Hubungan Pendidikan dan Masyarakat
Masyarakat
adalah sebuah miniature kecil dari sebuah negara. Pada dewasa ini hampir setiap
kegiatan kehidupan masyarakat selalu dikaitkan dengan nilai-nilai pendidikan.
Sejak bangun di pagi hari hingga istirahat kembali di malam hari, tampak adanya
nilai pendidikan. Oleh karena itu, sulit dipisahkan antara pendidikan dengan
kehidupan masyarakat. Hanya saja model pendidikan yang bagaimana yang dapat mendidik
masyarakat menuju kemajuan ilmu pengetahuan dan peradaban mereka. Sebab, dengan
kemajuan ilmu pengetahuan yang tidak menyatu dengan masyarakat justru
menimbulkan macam-macam pendidikan yang tidak mendidik. Tata kehidupan masyarakat
banyak yang hancur-hancuran. Oleh karena itu, perlu dihubungan secara harmonis
antara pendidikan dan masyarakat. Pendidikan membutuhkan masyarakat, demikan
pula sebaliknya masyarakat membutuhkan pendidikan.
Dalan
undang-undang no. 20 tahun 2003 tentang sistem pendidikan nasional disebutkan
bahwa pendidikan berbasis masyarakat adalah penyelenggaraan pendidikan
berdasarkan kekhasan agama, sosial, budaya, aspirasi, dan potensi masyarakat
sebagai perwujudan pendidikan dari dan oleh masyarakat.[12]

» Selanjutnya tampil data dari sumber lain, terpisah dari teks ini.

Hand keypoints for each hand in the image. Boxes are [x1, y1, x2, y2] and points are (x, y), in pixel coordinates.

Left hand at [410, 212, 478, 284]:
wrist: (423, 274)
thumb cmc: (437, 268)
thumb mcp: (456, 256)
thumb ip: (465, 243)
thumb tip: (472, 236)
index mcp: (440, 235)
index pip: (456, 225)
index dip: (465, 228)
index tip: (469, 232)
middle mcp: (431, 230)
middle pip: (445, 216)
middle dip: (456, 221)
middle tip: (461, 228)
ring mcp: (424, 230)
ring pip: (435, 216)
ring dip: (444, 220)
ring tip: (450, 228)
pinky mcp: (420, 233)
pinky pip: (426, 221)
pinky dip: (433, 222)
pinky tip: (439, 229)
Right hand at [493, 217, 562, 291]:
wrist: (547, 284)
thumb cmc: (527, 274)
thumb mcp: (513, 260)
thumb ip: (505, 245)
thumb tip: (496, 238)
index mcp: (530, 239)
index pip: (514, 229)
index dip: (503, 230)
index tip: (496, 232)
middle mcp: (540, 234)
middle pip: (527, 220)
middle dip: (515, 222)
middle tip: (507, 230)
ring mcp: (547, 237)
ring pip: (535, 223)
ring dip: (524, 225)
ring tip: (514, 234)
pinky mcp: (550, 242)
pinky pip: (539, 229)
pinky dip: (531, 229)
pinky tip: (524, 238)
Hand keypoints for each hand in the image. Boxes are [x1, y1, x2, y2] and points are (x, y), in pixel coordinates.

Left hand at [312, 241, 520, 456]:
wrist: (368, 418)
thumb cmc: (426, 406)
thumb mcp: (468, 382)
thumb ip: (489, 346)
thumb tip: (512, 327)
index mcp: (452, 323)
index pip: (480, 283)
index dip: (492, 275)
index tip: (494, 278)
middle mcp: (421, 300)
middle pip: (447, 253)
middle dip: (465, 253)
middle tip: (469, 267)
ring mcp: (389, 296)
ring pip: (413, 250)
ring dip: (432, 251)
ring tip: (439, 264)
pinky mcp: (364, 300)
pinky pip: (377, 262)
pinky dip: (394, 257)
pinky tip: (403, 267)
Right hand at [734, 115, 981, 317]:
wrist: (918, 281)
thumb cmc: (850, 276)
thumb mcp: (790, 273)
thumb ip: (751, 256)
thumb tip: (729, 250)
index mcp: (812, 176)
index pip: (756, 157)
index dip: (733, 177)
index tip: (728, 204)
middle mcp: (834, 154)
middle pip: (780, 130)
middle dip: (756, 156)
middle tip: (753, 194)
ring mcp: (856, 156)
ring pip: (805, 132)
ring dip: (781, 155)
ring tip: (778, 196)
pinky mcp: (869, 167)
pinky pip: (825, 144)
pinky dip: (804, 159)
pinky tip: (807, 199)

Dalam kajian demokrasi pendidikan, pendidikan berbasis masyarakat ini dapat
dipahami sebagai sebuah alternatif untuk ikut serta memecahkan berbagai masalah
pendidikan yang ditangani pemerintah, dengan cara melibatkan peran serta masyarakat
secara lebih luas. Masyarakat dilibatkan untuk memahami program-program yang
dilakukan dunia pendidikan dengan tujuan agar mereka termotivasi untuk bisa
memberikan bantuan yang maksimal terhadap terlaksananya program-program
pendidikan tersebut. Bantuan yang dimaksud misalnya masyarakat termotivasi
untuk memasukkan putra-putrinya ke sekolah atau madrasah, memberikan bantuan financial
(uang atau material) tanpa diminta pihak sekolah. Masalah-masalah yang dihadapi
sekolah, madrasah atau perguruan tinggi dapat dipecahkan bersama dengan
masyarakat. Masalah yang dihadapi lembaga pendidikan seperti yang menyangkut
siswa/mahasiswa, guru/dosen, perlengkapan, keuangan dan perumusan tujuan
sekolah, madrasah atau perguruan tinggi dapat diatasi bersama-sama dengan
masyarakat. Berbagai sarana dan prasarana yang ada di masyarakat seperti
lapangan olahraga, gedung pertemuan, masjid, bengkel kerja, tempat-tempat
kursus keterampilan, sumber daya manusia dan lain sebagainya dapat diakses dan
diman-faatkan oleh lembaga pendidikan, tanpa harus membayar.[13]
Pendidikan
berbasis masyarakat juga tidak dapat dipisahkan dari pandangan yang menyatakan
bahwa pada dasarnya pendidikan merupakan kegiatan yang bersifat sosial.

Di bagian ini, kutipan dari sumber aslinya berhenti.